Chueca a clairement indiqué qu' »il est impossible pour les municipalités », que ce soit celle de Saragosse ou de n'importe quelle autre ville, de pouvoir faire face à un problème « qu'une autre administration est en train de générer, qui est le gouvernement espagnol, et que nous n'avons pas les moyens de pouvoir y répondre ».
« Ce n'est ni la concurrence, ni la capacité de gérer les papiers, ni les programmes de protection internationale auxquels nous, les entités locales, ne pouvons pas nous occuper », a-t-il souligné.
« NOUS NE POUVONS PAS FAIRE PLUS »
C'est pourquoi il a demandé à tous les résidents, en particulier à ceux qui subissent ces conséquences, de « demander également des explications à la Délégation du Gouvernement en Aragon et de leur demander d'accélérer les procédures afin que ces personnes puissent accéder à la protection internationale à laquelle elles ont droit ou de revoir la politique d'immigration de l'Espagne ».
Il a signalé que la Mairie de Saragosse, depuis plusieurs mois qu'elle a commencé à souffrir de ce problème, que « toutes les grandes villes souffrent aussi », a intensifié le nettoyage, offre le petit-déjeuner à toutes les personnes dans le refuge municipal en construction, et s'occupe également des immigrés qui « doivent être pris en charge par le Gouvernement espagnol dans le cadre de programmes de protection internationale ».

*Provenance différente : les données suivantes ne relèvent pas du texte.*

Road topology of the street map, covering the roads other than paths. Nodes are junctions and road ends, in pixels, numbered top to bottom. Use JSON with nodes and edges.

D'autre part, la Mairie intensifie la sécurité pour que les résidents se sentent plus en sécurité. « Ils nous ont demandé des clôtures pour leurs bâtiments et nous les leur fournissons. Tout ce qui relève de la responsabilité locale est pris en charge », a-t-il déclaré.
Il a commenté que le mois dernier, il avait rencontré les habitants du parc Bruil ainsi que le conseiller municipal pour les politiques sociales, Marian Orós et d'autres conseillers municipaux.

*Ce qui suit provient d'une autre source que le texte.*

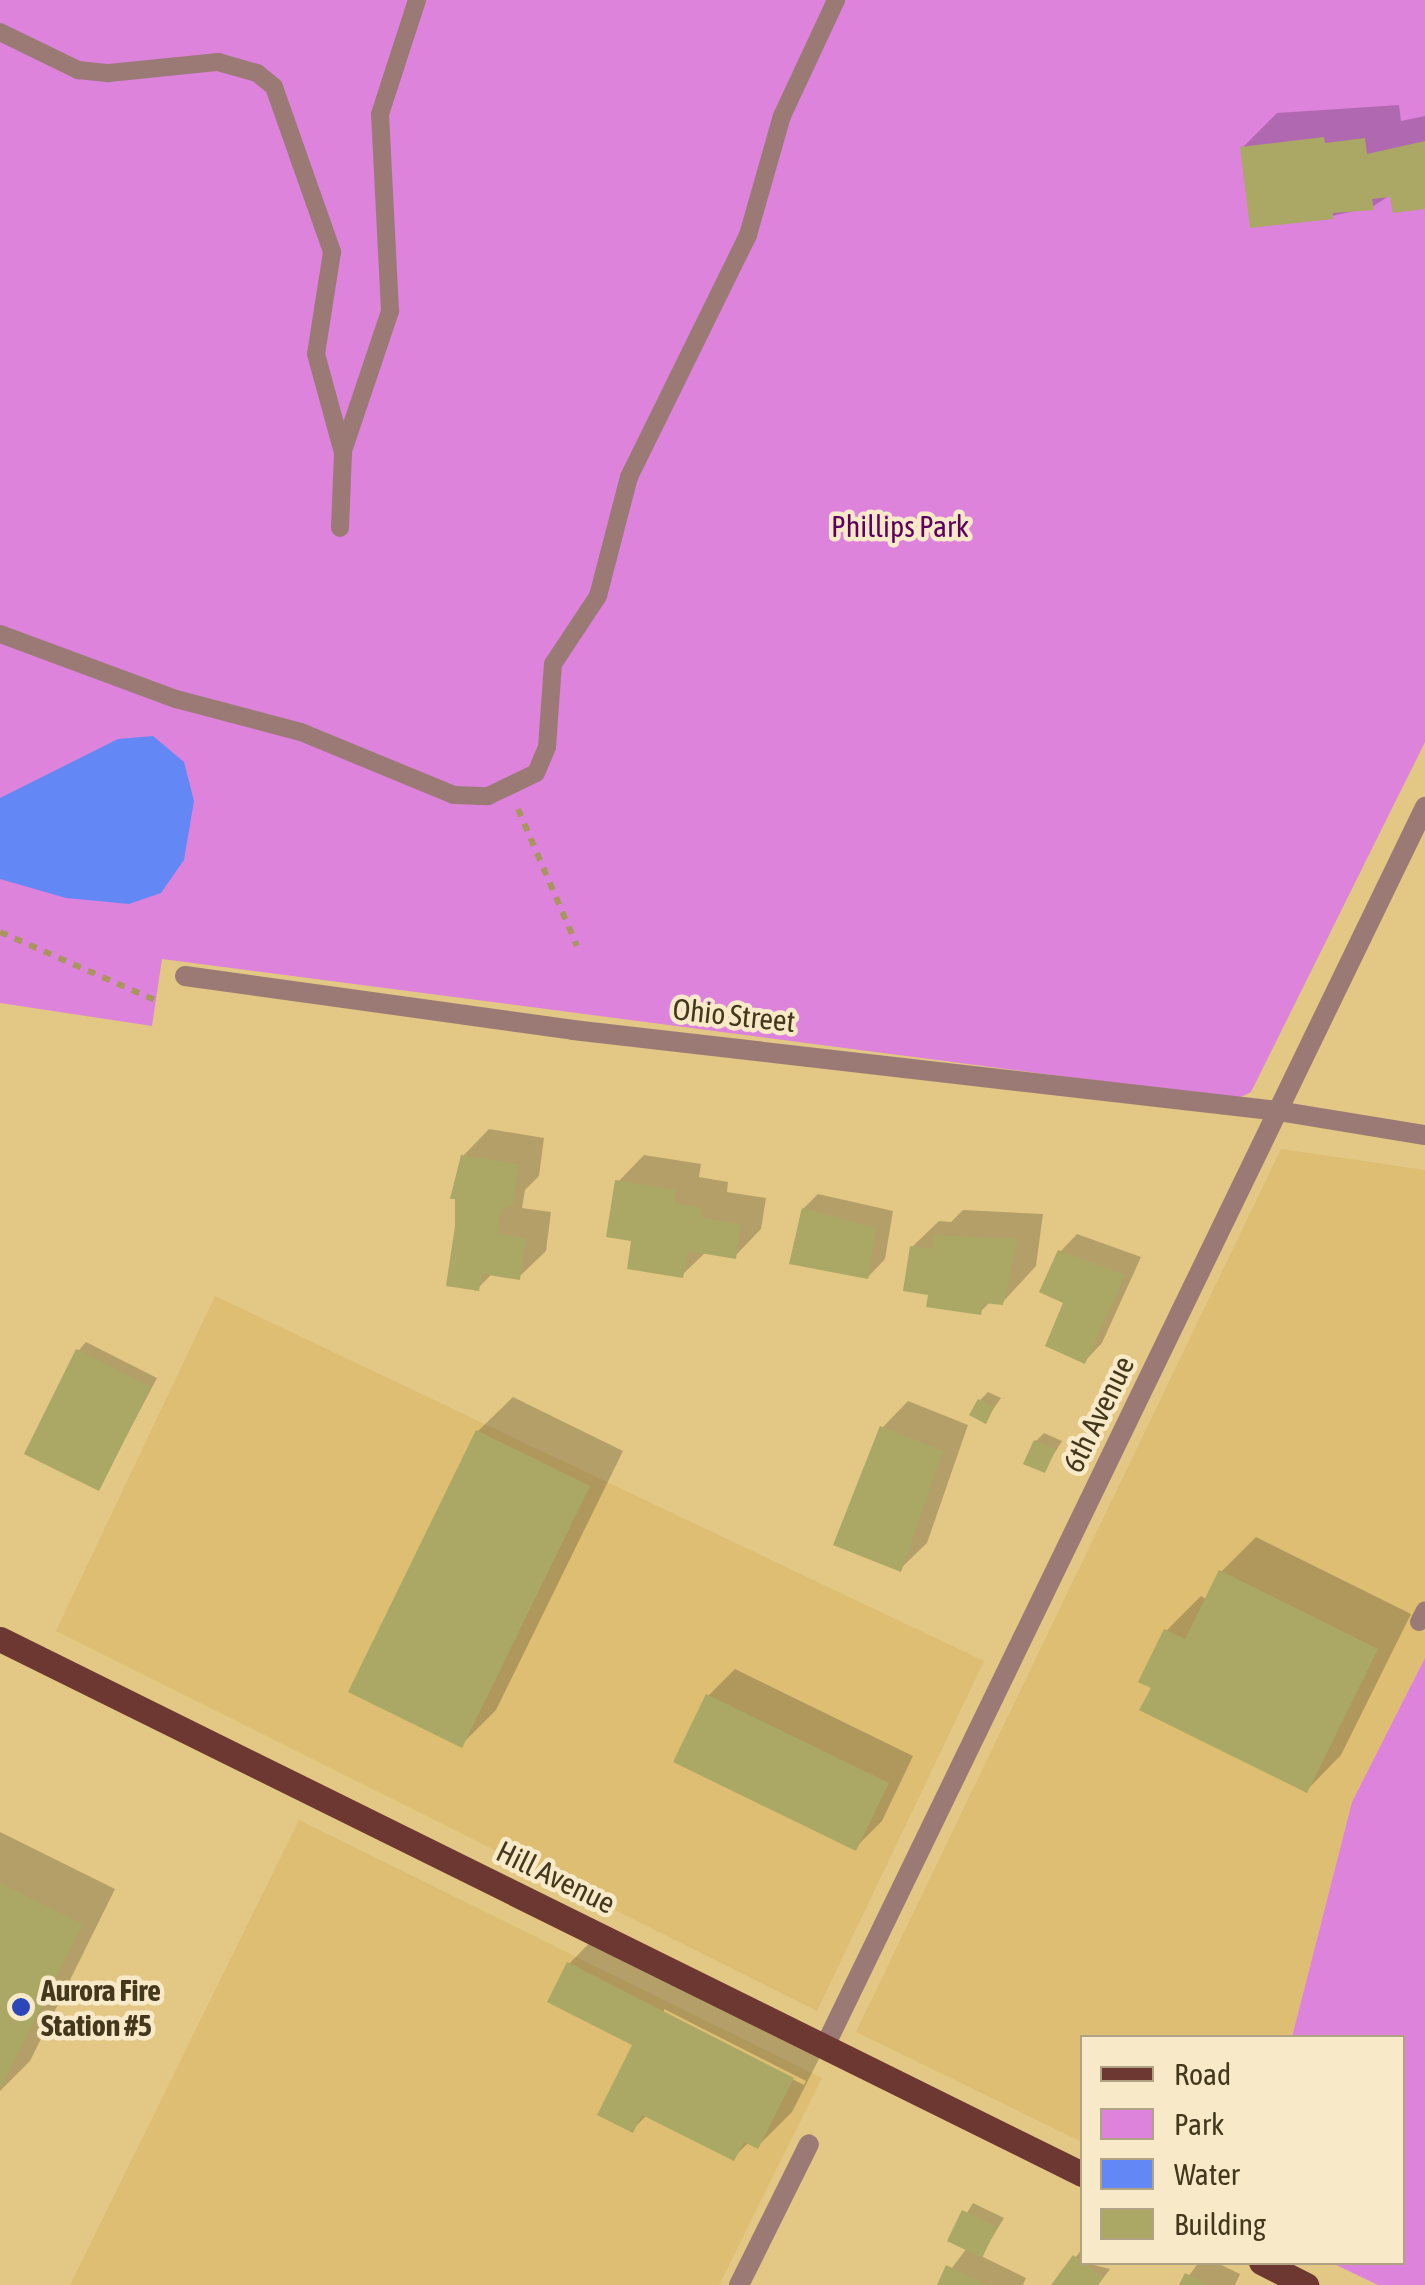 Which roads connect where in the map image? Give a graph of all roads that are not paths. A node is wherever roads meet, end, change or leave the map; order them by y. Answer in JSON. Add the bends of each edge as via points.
{"nodes":[{"id":1,"x":417,"y":0,"type":"edge"},
{"id":2,"x":836,"y":0,"type":"edge"},
{"id":3,"x":0,"y":32,"type":"edge"},
{"id":4,"x":343,"y":453,"type":"junction"},
{"id":5,"x":340,"y":528,"type":"dead end"},
{"id":6,"x":0,"y":634,"type":"edge"},
{"id":7,"x":1425,"y":807,"type":"edge"},
{"id":8,"x":185,"y":976,"type":"dead end"},
{"id":9,"x":1278,"y":1111,"type":"junction"},
{"id":10,"x":1425,"y":1135,"type":"edge"},
{"id":11,"x":0,"y":1638,"type":"edge"},
{"id":12,"x":825,"y":2046,"type":"junction"},
{"id":13,"x":810,"y":2144,"type":"dead end"},
{"id":14,"x":1080,"y":2173,"type":"edge"},
{"id":15,"x":1267,"y":2265,"type":"edge"},
{"id":16,"x":739,"y":2285,"type":"edge"},
{"id":17,"x":1306,"y":2285,"type":"edge"}],
"edges":[{"from":1,"to":4,"type":"lane","via":[[380,114],[390,311]]},
{"from":2,"to":6,"type":"lane","via":[[782,116],[748,235],[629,478],[598,596],[553,664],[544,762],[510,789],[454,795],[302,732],[176,699]]},
{"from":3,"to":4,"type":"lane","via":[[78,70],[218,62],[257,73],[274,88],[332,252],[316,354]]},
{"from":4,"to":5,"type":"lane"},
{"from":7,"to":9,"type":"street","name":"6th Avenue"},
{"from":8,"to":9,"type":"street","name":"Ohio Street","via":[[573,1030]]},
{"from":9,"to":10,"type":"street","name":"Ohio Street"},
{"from":9,"to":12,"type":"street","name":"6th Avenue"},
{"from":11,"to":12,"type":"main road","name":"Hill Avenue"},
{"from":12,"to":14,"type":"main road","name":"Hill Avenue"},
{"from":13,"to":16,"type":"street"},
{"from":15,"to":17,"type":"main road"}]}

« Nous sommes en contact permanent avec les voisins, mais une administration locale – comme la Mairie de Saragosse – n'a ni pouvoirs ni ressources et pour cela nous devons nous tourner vers le gouvernement espagnol et lui demander de prendre très au sérieux le problème qu'il génère dans toutes les villes. »
En référence à cela, il a dit une fois de plus que si la politique d'immigration est « porte ouverte », alors « ces gens doivent être gérés » car « ils doivent s'intégrer, ils doivent avoir des papiers avec lesquels ils peuvent travailler pour contribuer au pays, ce pour quoi ils sont venus faire. Ils sont venus en Espagne pour travailler et avoir une vie meilleure que celle qu'ils avaient dans leur pays d'origine ».
Selon lui, ce que fait le gouvernement Sánchez est totalement inhumain, avec la complicité de tous ses ministres, et en plus, il rejette la responsabilité sur les entités locales et sur d'autres administrations alors que nous ne les avons pas. C'est ce que nous pouvons faire. Nous ne pouvons pas faire plus », a-t-il conclu.